As long as it is a conscious choice, you should be fine.
UPDATE: as mentioned by Derek 朕會功夫
You can get parallel execution with async/await by:
async function foo() {
const p1 = backend.doSomething()
const p2 = backend.doAnotherThing()
return await p1 + await p2
}
Your benchmark has nothing to do with the performance between async/await vs raw promises. All I can see is that throwing an error takes a longer time to compute. This is expected.
Back to the main question, should use async/await rather than .then with raw promises?
Keep in mind that async/await is merely syntactic sugar over raw promises, so there shouldn't be much impact on the overall performance. However, it does make your code more linear which removes a lot of cognitive overhead from the developer.
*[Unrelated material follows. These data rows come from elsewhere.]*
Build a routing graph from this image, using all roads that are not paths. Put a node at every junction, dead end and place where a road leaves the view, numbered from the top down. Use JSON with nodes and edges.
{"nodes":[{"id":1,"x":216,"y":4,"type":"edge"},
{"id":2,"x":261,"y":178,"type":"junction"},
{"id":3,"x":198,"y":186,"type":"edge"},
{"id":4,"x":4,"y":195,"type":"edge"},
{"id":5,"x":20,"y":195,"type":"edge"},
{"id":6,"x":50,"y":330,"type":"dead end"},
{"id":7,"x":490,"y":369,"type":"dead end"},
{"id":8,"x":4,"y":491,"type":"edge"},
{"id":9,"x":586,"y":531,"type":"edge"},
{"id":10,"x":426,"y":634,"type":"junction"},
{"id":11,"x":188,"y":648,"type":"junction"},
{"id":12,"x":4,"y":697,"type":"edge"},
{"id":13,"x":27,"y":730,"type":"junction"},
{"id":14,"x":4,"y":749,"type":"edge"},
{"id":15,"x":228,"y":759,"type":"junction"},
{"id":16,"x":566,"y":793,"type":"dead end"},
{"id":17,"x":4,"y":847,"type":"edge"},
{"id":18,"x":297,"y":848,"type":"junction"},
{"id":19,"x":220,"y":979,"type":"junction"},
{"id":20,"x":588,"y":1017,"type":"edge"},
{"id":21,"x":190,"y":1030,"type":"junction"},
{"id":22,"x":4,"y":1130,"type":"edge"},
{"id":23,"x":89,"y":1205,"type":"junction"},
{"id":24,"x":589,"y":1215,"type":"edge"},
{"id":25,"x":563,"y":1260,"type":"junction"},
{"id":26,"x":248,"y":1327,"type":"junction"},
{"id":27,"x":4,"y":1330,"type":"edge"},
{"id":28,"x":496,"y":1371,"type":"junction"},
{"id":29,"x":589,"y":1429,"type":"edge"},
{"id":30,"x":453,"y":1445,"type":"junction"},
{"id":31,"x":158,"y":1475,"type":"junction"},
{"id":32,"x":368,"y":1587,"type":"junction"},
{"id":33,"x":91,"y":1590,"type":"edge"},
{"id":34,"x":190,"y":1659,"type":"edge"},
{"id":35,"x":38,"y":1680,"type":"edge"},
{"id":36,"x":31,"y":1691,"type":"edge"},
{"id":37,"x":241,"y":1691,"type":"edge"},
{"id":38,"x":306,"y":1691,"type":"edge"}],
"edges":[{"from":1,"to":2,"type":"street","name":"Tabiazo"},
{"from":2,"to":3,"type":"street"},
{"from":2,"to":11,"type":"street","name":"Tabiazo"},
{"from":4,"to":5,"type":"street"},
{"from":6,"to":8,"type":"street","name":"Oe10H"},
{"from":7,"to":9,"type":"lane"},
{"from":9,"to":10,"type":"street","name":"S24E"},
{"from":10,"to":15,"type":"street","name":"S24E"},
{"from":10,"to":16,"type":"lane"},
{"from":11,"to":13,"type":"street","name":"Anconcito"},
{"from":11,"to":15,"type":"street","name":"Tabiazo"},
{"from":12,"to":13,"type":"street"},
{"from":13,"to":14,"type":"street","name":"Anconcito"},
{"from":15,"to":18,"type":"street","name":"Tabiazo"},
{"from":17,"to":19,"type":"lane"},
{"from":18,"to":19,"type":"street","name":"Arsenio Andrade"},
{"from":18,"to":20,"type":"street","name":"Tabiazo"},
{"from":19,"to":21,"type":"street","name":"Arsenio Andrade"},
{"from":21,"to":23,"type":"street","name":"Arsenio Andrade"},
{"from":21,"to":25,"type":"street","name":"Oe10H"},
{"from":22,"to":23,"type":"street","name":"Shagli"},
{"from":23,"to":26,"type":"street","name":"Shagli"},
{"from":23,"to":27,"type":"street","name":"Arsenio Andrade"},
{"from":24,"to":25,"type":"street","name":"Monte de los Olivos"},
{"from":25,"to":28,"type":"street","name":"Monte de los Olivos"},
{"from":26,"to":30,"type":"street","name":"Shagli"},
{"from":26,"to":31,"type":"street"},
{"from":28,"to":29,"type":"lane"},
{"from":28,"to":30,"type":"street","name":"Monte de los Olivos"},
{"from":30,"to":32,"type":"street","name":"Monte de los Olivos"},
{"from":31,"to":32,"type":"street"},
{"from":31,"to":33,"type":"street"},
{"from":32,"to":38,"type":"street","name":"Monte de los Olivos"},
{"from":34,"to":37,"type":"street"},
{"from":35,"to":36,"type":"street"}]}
The conclusion is use what you prefer. Promises can be polyfill'd but new syntaxes cannot, so you might want to keep that in mind when deciding which style to use.
Some misunderstanding:
The error stack returned from a promise chain gives no clue of where the error happened
That is not true. A quick check with:
function error() {
return new Promise(function(res, rej) {
res(undefined()); // uh oh
});
}
error().then(console.log, e => console.log("Uh oh!", e.stack));
shows the entire error stack including the location.
Building on unional's answer:
You can achieve the same behavior as Promise.all with async/await
function foo() {
Promise.all([backend.doSomething(), backend.doAnotherThing()])
.then(([a, b]) => {
return a + b
})
}
async function foo() {
const a = backend.doSomething()
const b = backend.doAnotherThing()
return await a + await b
}
Backend tasks happen concurrently and we wait on both to be finished before we return. See also the MDN example I wrote
Based on this I am not sure if there is any performance advantage to directly using Promises over async/await.